> **Instructions to follow**:
Print, in exact form, the lines below from the one containing "Build a routing" through the one containing "it links to.", and omit all others.

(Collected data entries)
══════════
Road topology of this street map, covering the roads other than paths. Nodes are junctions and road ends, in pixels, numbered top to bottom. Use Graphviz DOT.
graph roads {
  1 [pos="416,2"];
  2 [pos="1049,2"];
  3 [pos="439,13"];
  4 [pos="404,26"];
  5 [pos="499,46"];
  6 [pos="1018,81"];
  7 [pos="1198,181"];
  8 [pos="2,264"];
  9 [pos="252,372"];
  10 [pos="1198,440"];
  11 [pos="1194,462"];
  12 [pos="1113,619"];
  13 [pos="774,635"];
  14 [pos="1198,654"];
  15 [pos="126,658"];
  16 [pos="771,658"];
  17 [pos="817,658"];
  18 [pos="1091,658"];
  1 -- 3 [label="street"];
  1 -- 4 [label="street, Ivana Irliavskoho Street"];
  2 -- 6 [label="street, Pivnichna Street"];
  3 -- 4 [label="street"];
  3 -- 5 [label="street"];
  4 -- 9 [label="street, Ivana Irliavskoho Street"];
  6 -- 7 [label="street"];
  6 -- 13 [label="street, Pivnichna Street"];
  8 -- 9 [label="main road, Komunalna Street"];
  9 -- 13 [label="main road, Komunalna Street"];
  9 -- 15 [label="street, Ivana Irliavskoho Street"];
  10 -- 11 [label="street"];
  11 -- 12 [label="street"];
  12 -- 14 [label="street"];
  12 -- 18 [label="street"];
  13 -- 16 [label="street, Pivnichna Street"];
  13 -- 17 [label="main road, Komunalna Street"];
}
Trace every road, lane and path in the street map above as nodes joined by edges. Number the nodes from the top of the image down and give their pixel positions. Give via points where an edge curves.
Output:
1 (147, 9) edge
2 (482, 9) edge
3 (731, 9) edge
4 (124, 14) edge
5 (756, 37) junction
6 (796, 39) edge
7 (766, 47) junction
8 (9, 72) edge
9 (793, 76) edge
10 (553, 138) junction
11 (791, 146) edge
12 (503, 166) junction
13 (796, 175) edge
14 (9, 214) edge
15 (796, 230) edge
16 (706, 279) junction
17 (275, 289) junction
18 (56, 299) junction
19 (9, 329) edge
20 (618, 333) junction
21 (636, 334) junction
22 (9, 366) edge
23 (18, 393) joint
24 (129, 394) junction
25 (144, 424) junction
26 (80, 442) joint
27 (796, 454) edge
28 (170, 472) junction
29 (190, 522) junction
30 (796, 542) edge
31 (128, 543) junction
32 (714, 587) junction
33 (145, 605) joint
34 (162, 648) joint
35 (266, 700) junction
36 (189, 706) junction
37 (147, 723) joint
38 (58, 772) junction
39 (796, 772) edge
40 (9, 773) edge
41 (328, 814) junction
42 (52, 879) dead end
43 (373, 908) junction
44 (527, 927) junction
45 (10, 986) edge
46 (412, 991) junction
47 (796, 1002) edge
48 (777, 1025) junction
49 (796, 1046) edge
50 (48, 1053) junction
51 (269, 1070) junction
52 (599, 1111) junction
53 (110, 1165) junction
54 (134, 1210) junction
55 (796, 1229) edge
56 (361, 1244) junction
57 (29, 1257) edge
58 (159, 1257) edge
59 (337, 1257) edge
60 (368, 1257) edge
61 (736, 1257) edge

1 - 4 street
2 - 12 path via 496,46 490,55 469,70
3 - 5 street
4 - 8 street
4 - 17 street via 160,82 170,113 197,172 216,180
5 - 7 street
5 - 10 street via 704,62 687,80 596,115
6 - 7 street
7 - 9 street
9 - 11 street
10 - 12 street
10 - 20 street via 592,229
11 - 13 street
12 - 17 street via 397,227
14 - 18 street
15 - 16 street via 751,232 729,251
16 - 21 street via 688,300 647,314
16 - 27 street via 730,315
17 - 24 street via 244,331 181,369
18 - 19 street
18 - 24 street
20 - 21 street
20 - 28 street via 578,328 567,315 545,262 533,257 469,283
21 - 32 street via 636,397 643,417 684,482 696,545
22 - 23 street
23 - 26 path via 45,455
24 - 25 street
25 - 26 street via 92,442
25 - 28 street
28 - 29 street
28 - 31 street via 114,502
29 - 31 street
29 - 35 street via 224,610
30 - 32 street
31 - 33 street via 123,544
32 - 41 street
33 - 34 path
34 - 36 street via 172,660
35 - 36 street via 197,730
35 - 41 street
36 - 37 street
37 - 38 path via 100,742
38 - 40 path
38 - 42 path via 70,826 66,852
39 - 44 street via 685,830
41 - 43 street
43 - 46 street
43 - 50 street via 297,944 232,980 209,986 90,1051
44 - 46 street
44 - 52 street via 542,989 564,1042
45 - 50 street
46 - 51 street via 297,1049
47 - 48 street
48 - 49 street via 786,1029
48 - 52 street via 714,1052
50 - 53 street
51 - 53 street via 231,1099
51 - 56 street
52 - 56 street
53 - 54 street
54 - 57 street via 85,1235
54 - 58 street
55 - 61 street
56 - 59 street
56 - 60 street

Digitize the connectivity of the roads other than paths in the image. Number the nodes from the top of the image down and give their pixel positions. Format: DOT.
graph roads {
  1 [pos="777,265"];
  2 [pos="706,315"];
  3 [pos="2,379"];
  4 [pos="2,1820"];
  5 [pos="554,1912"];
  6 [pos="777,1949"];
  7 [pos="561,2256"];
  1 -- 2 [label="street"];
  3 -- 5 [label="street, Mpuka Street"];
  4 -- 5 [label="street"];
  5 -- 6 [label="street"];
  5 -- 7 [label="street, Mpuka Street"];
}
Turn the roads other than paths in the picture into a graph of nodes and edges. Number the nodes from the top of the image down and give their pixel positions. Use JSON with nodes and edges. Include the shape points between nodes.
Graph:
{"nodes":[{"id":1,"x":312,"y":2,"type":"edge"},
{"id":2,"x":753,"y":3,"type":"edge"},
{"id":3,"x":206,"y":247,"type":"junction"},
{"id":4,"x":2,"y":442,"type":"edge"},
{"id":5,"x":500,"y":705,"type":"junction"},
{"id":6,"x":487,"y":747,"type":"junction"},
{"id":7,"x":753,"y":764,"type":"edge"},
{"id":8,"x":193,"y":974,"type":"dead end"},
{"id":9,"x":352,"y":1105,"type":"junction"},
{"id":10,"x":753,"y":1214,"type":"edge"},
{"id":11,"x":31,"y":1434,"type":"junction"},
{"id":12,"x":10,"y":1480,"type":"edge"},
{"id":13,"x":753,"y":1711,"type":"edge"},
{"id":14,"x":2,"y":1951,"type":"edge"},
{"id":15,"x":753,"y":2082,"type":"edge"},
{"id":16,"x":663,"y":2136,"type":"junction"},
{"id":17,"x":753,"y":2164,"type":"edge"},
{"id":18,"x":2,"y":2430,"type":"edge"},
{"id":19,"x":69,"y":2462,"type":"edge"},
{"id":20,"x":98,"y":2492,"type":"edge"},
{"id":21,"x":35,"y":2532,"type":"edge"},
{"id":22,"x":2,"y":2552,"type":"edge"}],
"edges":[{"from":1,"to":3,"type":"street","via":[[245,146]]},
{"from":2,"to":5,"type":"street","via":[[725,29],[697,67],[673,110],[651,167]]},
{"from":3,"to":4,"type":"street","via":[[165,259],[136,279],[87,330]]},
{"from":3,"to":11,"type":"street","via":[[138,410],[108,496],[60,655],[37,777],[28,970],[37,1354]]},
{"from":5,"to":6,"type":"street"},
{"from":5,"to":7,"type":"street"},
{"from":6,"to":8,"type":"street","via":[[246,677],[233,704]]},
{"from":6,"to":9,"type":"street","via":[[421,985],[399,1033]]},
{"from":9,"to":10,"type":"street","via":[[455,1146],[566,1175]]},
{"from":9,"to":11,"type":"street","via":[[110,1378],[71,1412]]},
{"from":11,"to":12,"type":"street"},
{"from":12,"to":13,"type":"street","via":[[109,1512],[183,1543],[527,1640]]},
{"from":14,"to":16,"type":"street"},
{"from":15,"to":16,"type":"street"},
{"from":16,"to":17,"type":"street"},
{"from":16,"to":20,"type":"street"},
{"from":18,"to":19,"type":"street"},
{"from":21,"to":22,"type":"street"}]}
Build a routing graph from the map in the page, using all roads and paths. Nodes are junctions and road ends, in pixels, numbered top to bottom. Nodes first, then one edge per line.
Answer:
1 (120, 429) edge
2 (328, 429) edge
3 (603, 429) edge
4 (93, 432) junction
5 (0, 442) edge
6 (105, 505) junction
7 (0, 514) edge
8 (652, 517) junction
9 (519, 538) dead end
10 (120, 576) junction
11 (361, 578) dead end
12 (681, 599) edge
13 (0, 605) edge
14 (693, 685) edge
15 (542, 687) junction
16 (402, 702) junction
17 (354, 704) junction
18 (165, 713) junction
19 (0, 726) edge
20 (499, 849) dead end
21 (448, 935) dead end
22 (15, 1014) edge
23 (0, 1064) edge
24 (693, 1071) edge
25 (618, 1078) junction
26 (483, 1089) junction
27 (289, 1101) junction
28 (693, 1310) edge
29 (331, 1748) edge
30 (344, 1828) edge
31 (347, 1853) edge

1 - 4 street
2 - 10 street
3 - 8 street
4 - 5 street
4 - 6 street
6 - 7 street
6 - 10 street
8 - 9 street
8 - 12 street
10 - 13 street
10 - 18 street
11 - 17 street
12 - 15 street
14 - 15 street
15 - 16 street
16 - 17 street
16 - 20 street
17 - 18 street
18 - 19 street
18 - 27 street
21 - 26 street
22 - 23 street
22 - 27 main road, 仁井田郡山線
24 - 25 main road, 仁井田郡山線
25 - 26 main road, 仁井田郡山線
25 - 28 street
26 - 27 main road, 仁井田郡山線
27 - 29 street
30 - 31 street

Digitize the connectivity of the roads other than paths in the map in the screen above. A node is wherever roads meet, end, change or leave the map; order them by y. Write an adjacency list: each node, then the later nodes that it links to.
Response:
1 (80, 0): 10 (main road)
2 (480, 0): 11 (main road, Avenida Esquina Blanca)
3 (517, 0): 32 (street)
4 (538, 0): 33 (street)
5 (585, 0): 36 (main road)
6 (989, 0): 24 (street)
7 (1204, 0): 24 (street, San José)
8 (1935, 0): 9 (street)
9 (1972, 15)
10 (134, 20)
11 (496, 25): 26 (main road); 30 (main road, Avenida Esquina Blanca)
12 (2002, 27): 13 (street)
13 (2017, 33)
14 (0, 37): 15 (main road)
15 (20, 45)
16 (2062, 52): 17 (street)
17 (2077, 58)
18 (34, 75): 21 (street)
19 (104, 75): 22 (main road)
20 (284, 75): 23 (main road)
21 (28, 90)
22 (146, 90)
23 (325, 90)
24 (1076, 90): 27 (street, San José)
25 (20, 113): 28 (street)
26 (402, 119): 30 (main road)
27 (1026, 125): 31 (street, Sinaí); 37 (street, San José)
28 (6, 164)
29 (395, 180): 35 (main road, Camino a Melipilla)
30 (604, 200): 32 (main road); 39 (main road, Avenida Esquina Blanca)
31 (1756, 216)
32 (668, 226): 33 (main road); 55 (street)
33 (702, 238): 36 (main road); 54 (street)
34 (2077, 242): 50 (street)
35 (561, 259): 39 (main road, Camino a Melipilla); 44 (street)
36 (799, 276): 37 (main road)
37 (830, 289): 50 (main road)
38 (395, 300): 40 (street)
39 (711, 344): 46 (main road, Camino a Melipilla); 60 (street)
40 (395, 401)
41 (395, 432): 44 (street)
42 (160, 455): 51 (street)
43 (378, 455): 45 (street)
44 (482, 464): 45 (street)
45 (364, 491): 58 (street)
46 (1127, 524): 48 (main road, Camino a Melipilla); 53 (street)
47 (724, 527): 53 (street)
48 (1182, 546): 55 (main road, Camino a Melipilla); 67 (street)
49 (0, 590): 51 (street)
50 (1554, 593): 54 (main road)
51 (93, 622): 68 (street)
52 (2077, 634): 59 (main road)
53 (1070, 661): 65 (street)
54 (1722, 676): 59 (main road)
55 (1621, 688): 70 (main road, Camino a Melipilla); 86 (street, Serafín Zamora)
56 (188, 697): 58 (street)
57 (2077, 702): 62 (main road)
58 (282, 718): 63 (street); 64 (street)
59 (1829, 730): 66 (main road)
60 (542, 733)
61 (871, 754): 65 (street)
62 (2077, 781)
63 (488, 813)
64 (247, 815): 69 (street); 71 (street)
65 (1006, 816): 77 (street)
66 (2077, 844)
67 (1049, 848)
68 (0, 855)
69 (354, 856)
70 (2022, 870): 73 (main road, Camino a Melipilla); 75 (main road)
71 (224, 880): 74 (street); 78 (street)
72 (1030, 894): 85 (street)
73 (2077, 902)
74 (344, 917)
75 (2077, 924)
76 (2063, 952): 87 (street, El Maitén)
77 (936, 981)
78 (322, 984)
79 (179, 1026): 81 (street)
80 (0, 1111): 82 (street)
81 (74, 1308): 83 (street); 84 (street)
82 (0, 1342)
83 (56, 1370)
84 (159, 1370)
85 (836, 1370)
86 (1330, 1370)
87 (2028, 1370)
══════════
> **Exercise solution**:
Build a routing graph from the map in the page, using all roads and paths. Nodes are junctions and road ends, in pixels, numbered top to bottom. Nodes first, then one edge per line.
Answer:
1 (120, 429) edge
2 (328, 429) edge
3 (603, 429) edge
4 (93, 432) junction
5 (0, 442) edge
6 (105, 505) junction
7 (0, 514) edge
8 (652, 517) junction
9 (519, 538) dead end
10 (120, 576) junction
11 (361, 578) dead end
12 (681, 599) edge
13 (0, 605) edge
14 (693, 685) edge
15 (542, 687) junction
16 (402, 702) junction
17 (354, 704) junction
18 (165, 713) junction
19 (0, 726) edge
20 (499, 849) dead end
21 (448, 935) dead end
22 (15, 1014) edge
23 (0, 1064) edge
24 (693, 1071) edge
25 (618, 1078) junction
26 (483, 1089) junction
27 (289, 1101) junction
28 (693, 1310) edge
29 (331, 1748) edge
30 (344, 1828) edge
31 (347, 1853) edge

1 - 4 street
2 - 10 street
3 - 8 street
4 - 5 street
4 - 6 street
6 - 7 street
6 - 10 street
8 - 9 street
8 - 12 street
10 - 13 street
10 - 18 street
11 - 17 street
12 - 15 street
14 - 15 street
15 - 16 street
16 - 17 street
16 - 20 street
17 - 18 street
18 - 19 street
18 - 27 street
21 - 26 street
22 - 23 street
22 - 27 main road, 仁井田郡山線
24 - 25 main road, 仁井田郡山線
25 - 26 main road, 仁井田郡山線
25 - 28 street
26 - 27 main road, 仁井田郡山線
27 - 29 street
30 - 31 street

Digitize the connectivity of the roads other than paths in the map in the screen above. A node is wherever roads meet, end, change or leave the map; order them by y. Write an adjacency list: each node, then the later nodes that it links to.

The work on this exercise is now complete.